Amherst needs to take responsibility for infrastructure related damages

The town should be held accountable for damages sustained from the potholes on College Street


Collegian File Photo

By Alanna Joachim, Collegian Columnist

On Feb. 22, I was driving through College Street close to downtown Amherst. The worst of a heavy rainstorm had passed, and more cars were out and about on the roads than earlier in the evening. Traveling past the Dunkin’ Donuts on College St. around 9 p.m., I felt my car hit a large pothole and heard a loud noise that sounded concerningly like metal on pavement. I quickly pulled into the closest parking lot to inspect the damage.

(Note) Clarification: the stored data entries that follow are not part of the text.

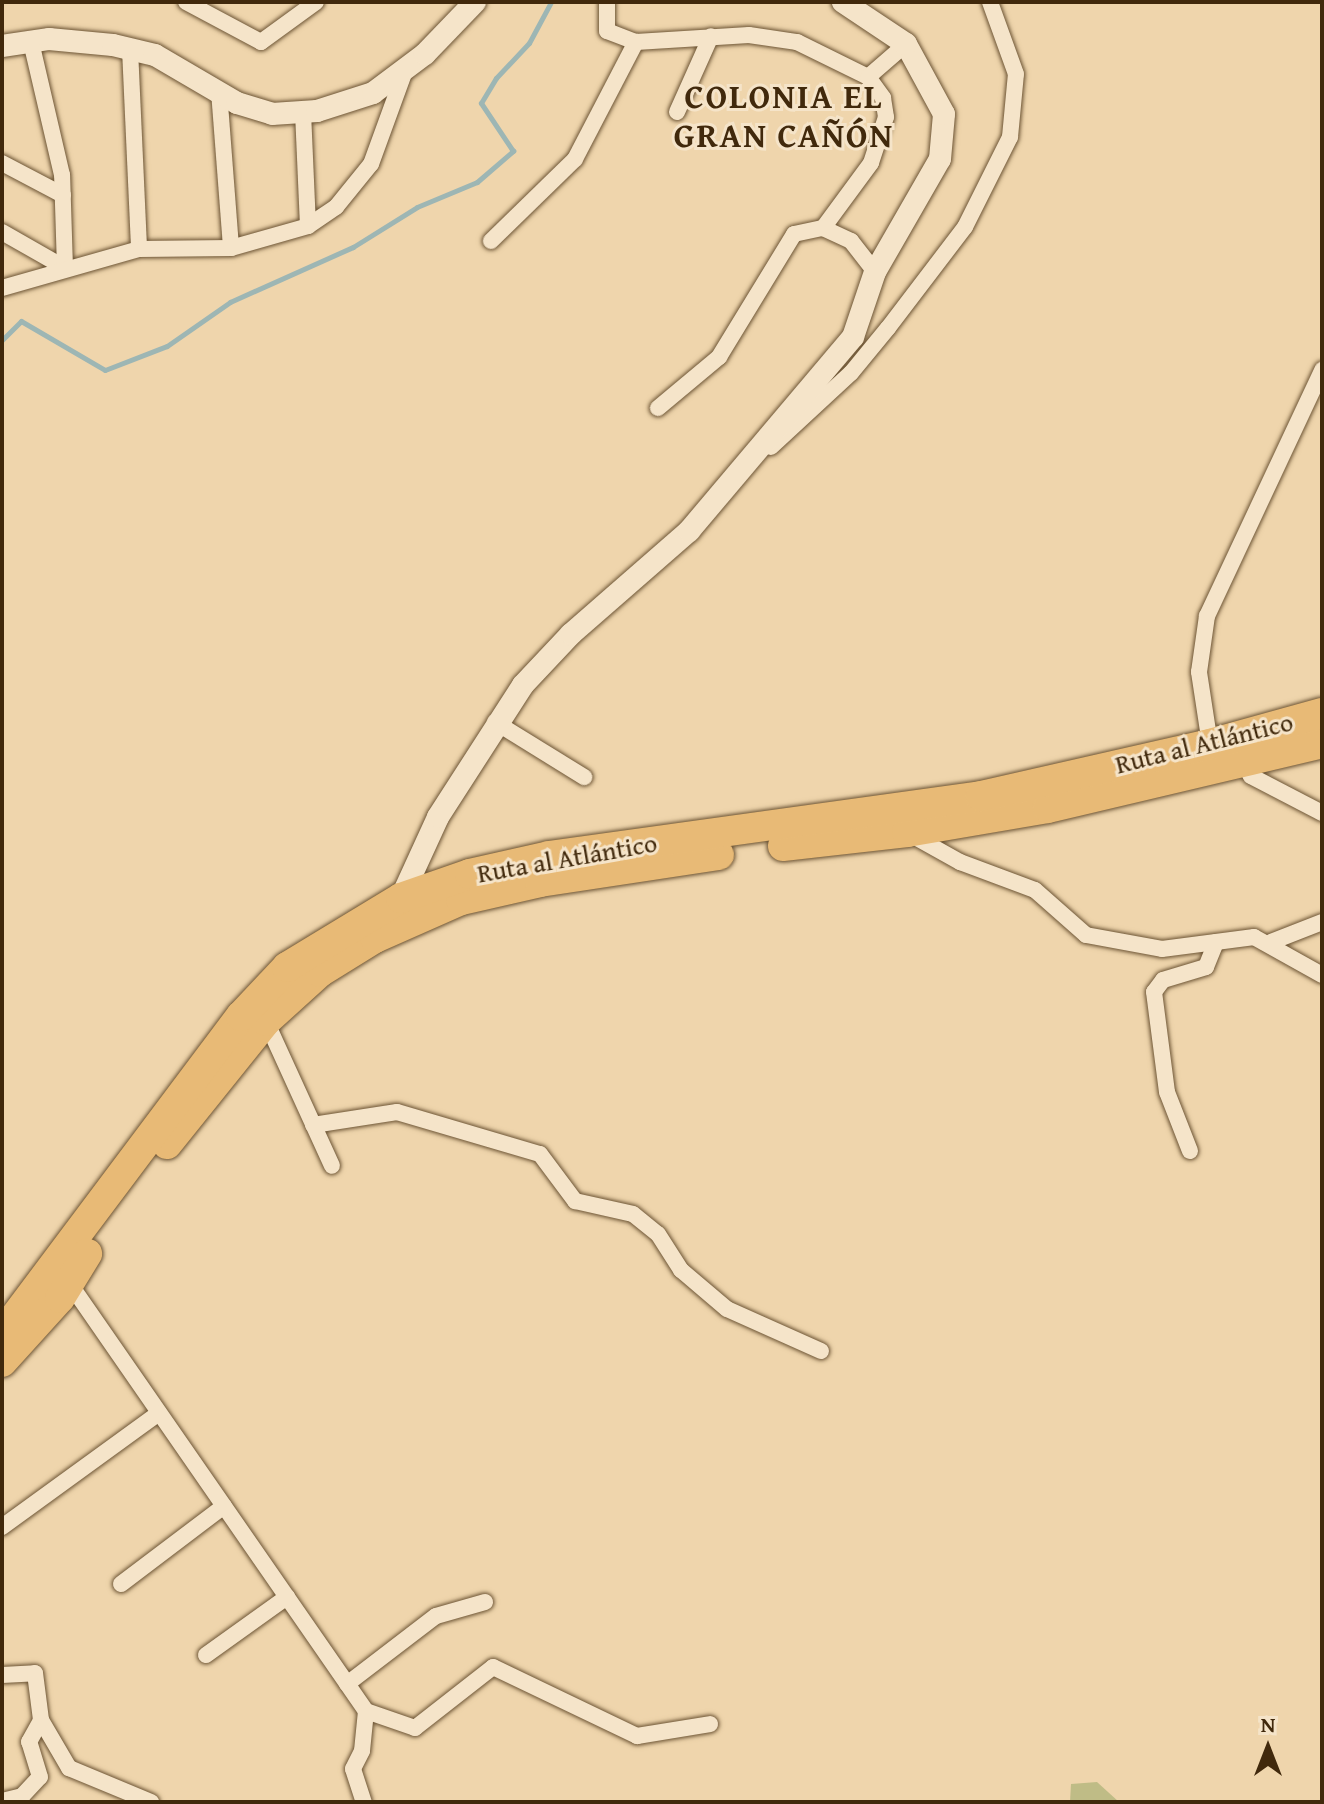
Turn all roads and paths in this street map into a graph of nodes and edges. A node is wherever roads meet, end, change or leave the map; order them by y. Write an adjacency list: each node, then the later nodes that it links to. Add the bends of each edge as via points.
1 (186, 2): 2 (street, via 261,42)
2 (316, 2)
3 (475, 2): 14 (street)
4 (607, 2): 10 (street, via 607,31)
5 (843, 2): 7 (street)
6 (990, 2): 32 (street, via 1016,74 1010,137 965,227 851,373)
7 (868, 8): 11 (street)
8 (711, 36): 10 (street); 15 (street, via 797,42); 18 (street)
9 (31, 42): 12 (street); 13 (street, via 49,39); 20 (street, via 49,105)
10 (636, 42): 24 (street, via 575,159)
11 (906, 44): 15 (street); 28 (street, via 944,114 940,159)
12 (2, 46)
13 (130, 49): 16 (street, via 155,55); 26 (street)
14 (406, 68): 17 (street, via 373,93); 21 (street, via 371,164 336,207)
15 (868, 77): 22 (street, via 883,98 886,117 871,163)
16 (219, 91): 17 (street, via 272,114); 25 (street)
17 (303, 112): 21 (street)
18 (677, 112)
19 (2, 163): 20 (street)
20 (63, 195): 27 (street)
21 (308, 226): 25 (street)
22 (823, 228): 28 (street, via 851,241); 31 (street, via 794,234 719,357)
23 (2, 232): 27 (street)
24 (491, 241)
25 (231, 248): 26 (street)
26 (139, 249): 27 (street)
27 (65, 268): 29 (street)
28 (875, 272): 32 (street, via 853,337)
29 (2, 288)
30 (1322, 370): 36 (street, via 1207,616 1199,672)
31 (658, 408)
32 (737, 478): 34 (street, via 689,531 571,634)
33 (1322, 713): 36 (highway, Ruta al Atlántico)
34 (495, 722): 38 (street); 41 (street, via 415,859)
35 (1322, 743): 37 (highway, Ruta al Atlántico)
36 (1210, 744): 41 (highway, Ruta al Atlántico, via 981,796 549,856 470,874)
37 (1244, 764): 39 (street, via 1251,776); 40 (highway, Ruta al Atlántico)
38 (584, 777)
39 (1322, 813)
40 (907, 832): 43 (street, via 960,862 1035,890 1086,935 1162,949); 46 (highway, Ruta al Atlántico, via 615,870 461,900 375,938 320,972)
41 (401, 898): 51 (highway, Ruta al Atlántico, via 287,967 241,1016)
42 (1322, 922): 44 (street)
43 (1216, 942): 44 (street, via 1237,936); 48 (street, via 1206,967 1163,980 1154,992 1167,1092)
44 (1271, 942): 45 (street, via 1295,963)
45 (1322, 975)
46 (266, 1021): 47 (street); 50 (highway, Ruta al Atlántico)
47 (313, 1125): 49 (street); 52 (street, via 397,1112 540,1154 575,1201 633,1214 658,1234 681,1270 727,1309)
48 (1190, 1151)
49 (332, 1166)
50 (67, 1280): 53 (highway, Ruta al Atlántico, via 60,1298); 54 (street)
51 (2, 1334)
52 (821, 1351)
53 (2, 1362)
54 (159, 1413): 55 (street); 56 (street)
55 (224, 1506): 57 (street); 58 (street)
56 (2, 1527)
57 (121, 1584)
58 (287, 1597): 60 (street); 62 (street)
59 (485, 1602): 62 (street, via 436,1616)
60 (206, 1655)
61 (2, 1675): 64 (street, via 35,1673)
62 (347, 1684): 63 (street)
63 (366, 1711): 65 (street, via 415,1728 493,1667 637,1736); 68 (street, via 362,1751 353,1769)
64 (41, 1720): 66 (street, via 29,1742 40,1777 22,1796); 67 (street, via 69,1768)
65 (710, 1724)
66 (2, 1801)
67 (151, 1802)
68 (364, 1802)

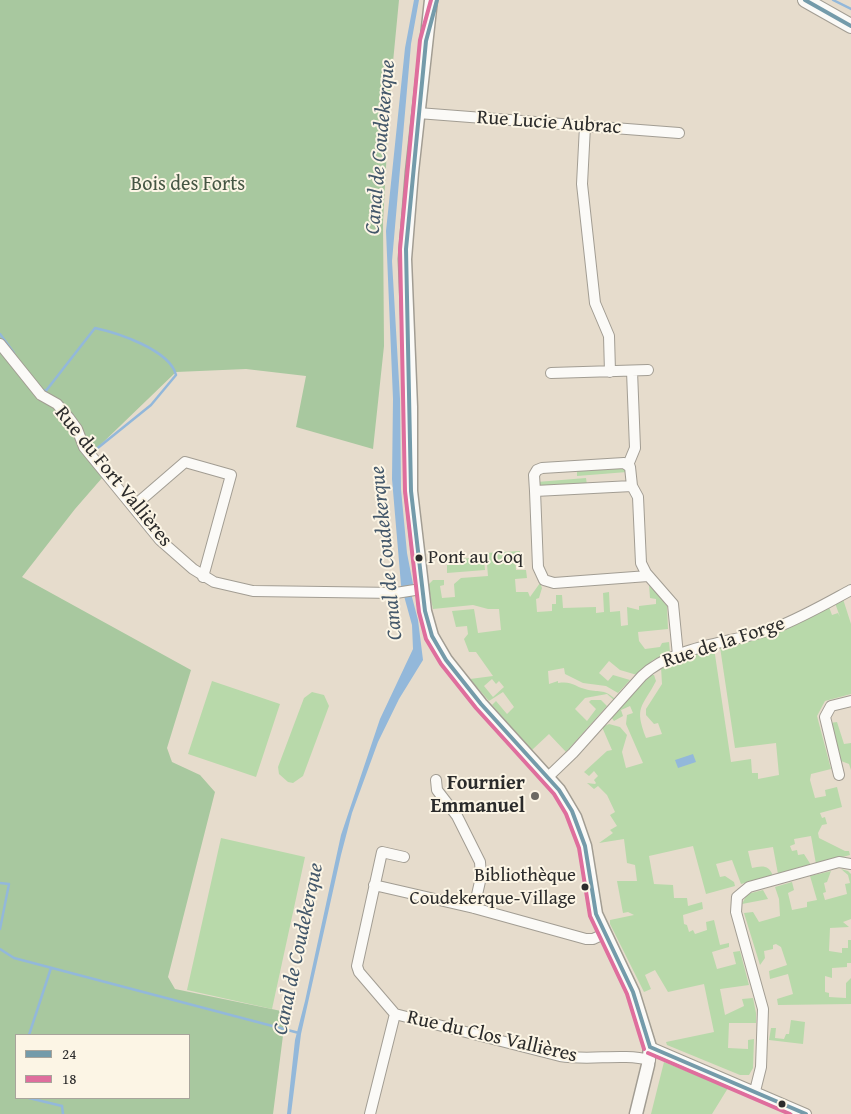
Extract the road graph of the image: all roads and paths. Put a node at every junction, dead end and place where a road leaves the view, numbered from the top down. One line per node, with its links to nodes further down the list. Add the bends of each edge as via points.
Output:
1 (431, 0): 5 (street)
2 (437, 0): 5 (street)
3 (805, 0): 4 (main road)
4 (851, 26)
5 (428, 28): 6 (street)
6 (418, 113): 7 (street, Rue Lucie Aubrac); 20 (street, via 407,227 406,278 411,491)
7 (585, 126): 8 (street, Rue Lucie Aubrac); 12 (street, via 582,184 595,303 609,336)
8 (679, 133)
9 (0, 344): 17 (street, Rue du Fort Vallières, via 41,395 57,404 69,418 84,447)
10 (648, 370): 11 (street)
11 (632, 371): 12 (street); 14 (street, via 635,448)
12 (610, 372): 13 (street)
13 (550, 373)
14 (628, 465): 15 (street); 16 (street, via 539,468 534,475)
15 (632, 486): 16 (street); 18 (street, via 638,497 641,563)
16 (535, 491): 18 (street, via 538,566 544,580 554,583)
17 (134, 506): 19 (street, Rue du Fort Vallières, via 164,544); 19 (street, via 183,463 231,475)
18 (648, 576): 22 (street, via 673,604)
19 (203, 577): 20 (street, Rue du Fort Vallières, via 243,590)
20 (418, 590): 25 (street, via 429,629 446,660 481,704)
21 (850, 594): 22 (street, Rue de la Forge, via 774,629)
22 (678, 655): 25 (street, Rue de la Forge, via 646,672)
23 (851, 701): 24 (street, via 831,706 825,717)
24 (839, 775)
25 (548, 777): 31 (street, via 566,799 580,831 595,909)
26 (436, 780): 30 (street, via 437,790 458,816 480,862 481,877)
27 (404, 857): 29 (street, Rue du Clos Vallières, via 382,852)
28 (851, 864): 35 (street, via 839,862 748,887 737,897 736,912 763,1009 761,1066)
29 (374, 885): 30 (street); 32 (street, Rue du Clos Vallières, via 358,969)
30 (474, 908): 31 (street, via 586,939)
31 (604, 934): 33 (street, via 633,992)
32 (395, 1014): 34 (street, Rue du Clos Vallières, via 560,1056); 36 (street, Rue du Clos Vallières)
33 (650, 1047): 34 (street); 35 (street)
34 (650, 1060): 37 (street)
35 (755, 1091): 38 (street)
36 (370, 1114)
37 (636, 1114)
38 (806, 1114)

Unsurprisingly, I had ripped open my passenger-side tire from the force of impact of the pothole, but thankfully none of my other tires had suffered the same damages. What did surprise me was that after inspecting my tire, I noticed four other cars in the parking lot facing similar predicaments. Everyone had hit the pothole very recently and were in the process of calling for roadside assistance or a tow truck.

None of us had been able to see the massive pothole in the road that night due to the rainfall, which had completely filled the pothole during the storm. Combined with the reflection from headlights at night, it would have been extremely unlikely for any driver to clearly see the pothole and avoid it in time. Everyone else who hit the pothole had ruined at least one of their tires on the passenger side of their car, and one person even had severely damaged both passenger-side tires. Within an hour or so, Amherst police officers arrived in the parking lot and took all of our licenses to presumably record the incident, and a traffic cone and officer were placed by the pothole. I was never contacted about the incident further.

Not only was this singular night an unfortunate incident for all four cars involved, but I have also heard from friends that this pothole has been causing vehicular damages for a significant amount of time. Yet the town of Amherst still did not completely fill the pothole in or provide obvious signage or warning that the pothole existed. I was told that multiple other people had hit the same pothole at least a week earlier and sustained damages similar to or worse than my car, including totaling their car. The town of Amherst may not have been fully aware of all of these prior incidents, but they are clearly aware of them now, as the police were notified and present on the scene the night that I hit the pothole.

Driving by the scene this last week, I noticed that the town finally decided to completely fill in the pothole. However, for those of us who had to get at least one or more tires replaced on our cars, the town’s actions were too little too late. The town of Amherst should take responsibility for the damages resulting from their carelessness regarding the roadway conditions, especially since multiple people have clearly faced issues with this one particular pothole. It is obvious the weather contributed to such a large number of people hitting the pothole, but with proper and timely management of roadway hazards like potholes, this incident and ones prior to it could have been avoided.

Since the town has a record of the incident, they should contact each of us who were involved to cover the cost of damages in an accident that was unavoidable without proper warning of the pothole. I also plan to submit a claim to the town of Amherst regarding this incident shortly. While I do not know the people who were also involved that night, I would encourage them to do the same. However, I would be surprised if this claim is even processed by the time I graduate in May, seeing as something as simple as a parking ticket appeal from last fall took months to address.

The town needs to do more than just send a police officer to take our names and express sentiments about how unfortunate the situation was. On a larger scale, Amherst needs to place more funding and emphasis on the upkeep of its roads, not just fixing them once multiple people have sustained significant damages. College Street is not the only road in Amherst in need of drastic repairs. One other notable road is South Pleasant Street in the section close to Amherst College, which is riddled with potholes and bumps. The town needs to be held to a higher standard for keeping their residents safe, and repayment for damages sustained by their lack of attention to roadway hazards is only a first step.